What new functionality and analytics health insurance companies are developing for leveraging the data?

Udayan Joshi: The goal of any insurance company is to build a sustainable book. This can be done through precise risk selection, which in turn is enabled by data models determining accurate customer profiles and pricing – and right pricing helps in maximizing customer delight. While analytics can help in mitigating the risk of fraud and cancellation thus benefiting the company, it can also aid in designing better customer and partner journeys. Predictive tools can churn data to create personalized experiences and machine learning and artificial intelligence is used to improve turnaround time during claims and endorsement. These together result in increased customer and partner retention.

Dr Sudha Reddy: Health insurance companies are developing predictive analysis for claims, especially to gauge claim predictions that can help in scaling up claims processes, in looking at underwriting ratios and in being ready for any sudden increase in claims. These are relevant especially in such times with more and more covid claims coming in.

What kinds of queries are coming from customers? How are health insurers handling vernacular language data?

Udayan Joshi: While customers continue to interact with insurance companies with queries about their policy and to highlight challenges faced during their policy servicing, now, in addition to the traditional call center option, the mode of this interaction has expanded to include social and digital media. There has been a recent growth in technologies that can not only read, translate and organize data in any language from the written text but also analyze and respond through automated text and voice communication – and all this in the customer’s language.

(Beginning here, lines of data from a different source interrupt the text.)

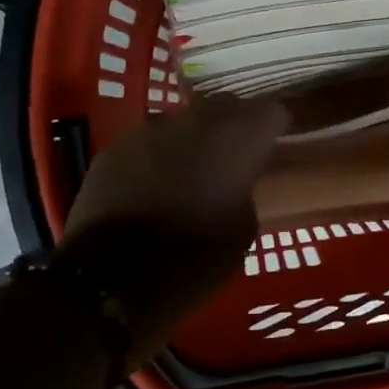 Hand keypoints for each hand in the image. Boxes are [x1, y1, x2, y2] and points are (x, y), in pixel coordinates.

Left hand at [59, 95, 289, 352]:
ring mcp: (150, 130)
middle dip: (236, 126)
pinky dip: (157, 157)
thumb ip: (245, 189)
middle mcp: (195, 121)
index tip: (276, 143)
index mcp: (237, 138)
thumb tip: (235, 180)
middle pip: (227, 106)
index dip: (277, 125)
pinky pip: (148, 143)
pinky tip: (153, 186)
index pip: (273, 110)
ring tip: (192, 172)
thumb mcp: (243, 230)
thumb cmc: (194, 261)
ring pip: (184, 122)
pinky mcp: (115, 148)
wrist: (112, 281)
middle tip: (236, 156)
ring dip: (194, 140) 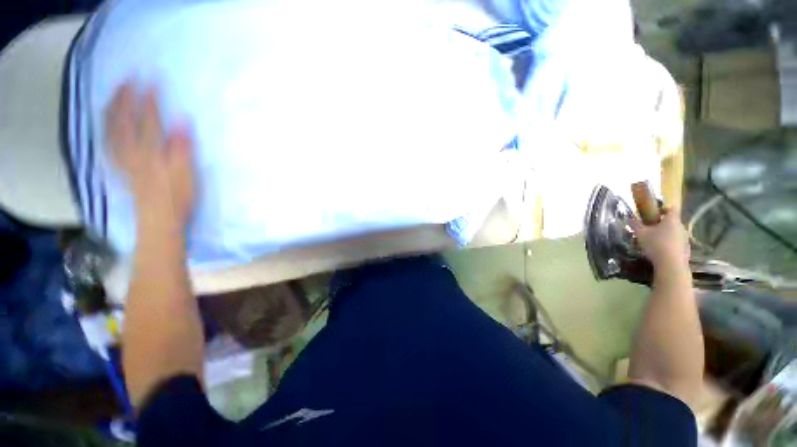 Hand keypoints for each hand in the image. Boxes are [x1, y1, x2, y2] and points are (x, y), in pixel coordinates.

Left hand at [106, 83, 194, 228]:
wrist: (159, 221)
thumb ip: (182, 148)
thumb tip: (182, 121)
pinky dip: (106, 129)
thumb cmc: (177, 198)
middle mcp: (132, 153)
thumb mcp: (186, 174)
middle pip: (124, 122)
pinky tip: (106, 122)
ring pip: (111, 131)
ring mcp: (124, 161)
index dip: (149, 100)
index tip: (151, 81)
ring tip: (114, 94)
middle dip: (125, 99)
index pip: (149, 121)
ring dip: (111, 109)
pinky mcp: (122, 168)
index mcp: (151, 153)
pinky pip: (108, 144)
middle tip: (128, 79)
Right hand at [631, 208, 689, 271]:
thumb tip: (629, 217)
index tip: (655, 212)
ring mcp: (686, 238)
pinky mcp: (686, 249)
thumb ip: (635, 224)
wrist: (671, 264)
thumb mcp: (640, 233)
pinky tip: (661, 250)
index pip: (671, 209)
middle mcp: (681, 227)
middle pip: (673, 221)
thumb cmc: (656, 244)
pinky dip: (670, 243)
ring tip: (655, 240)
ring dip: (666, 234)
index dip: (664, 208)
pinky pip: (677, 242)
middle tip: (651, 228)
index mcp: (672, 220)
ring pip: (675, 232)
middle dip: (663, 223)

Dr Sudha Reddy: Queries are usually on covid related claims. Customers usually want to know about expenses that are covered, whether consumables and preventive devices like thermometers and oximeters are covered and the kind of hospitals that are treating covid. Customers are also seen to be enquiring about digital claims processes and seeking guidance on the same.

More and more insurers are examining use of vernacular languages to help customers from across the country. We also have our documents in vernacular languages and our website is translated in multiple vernacular languages.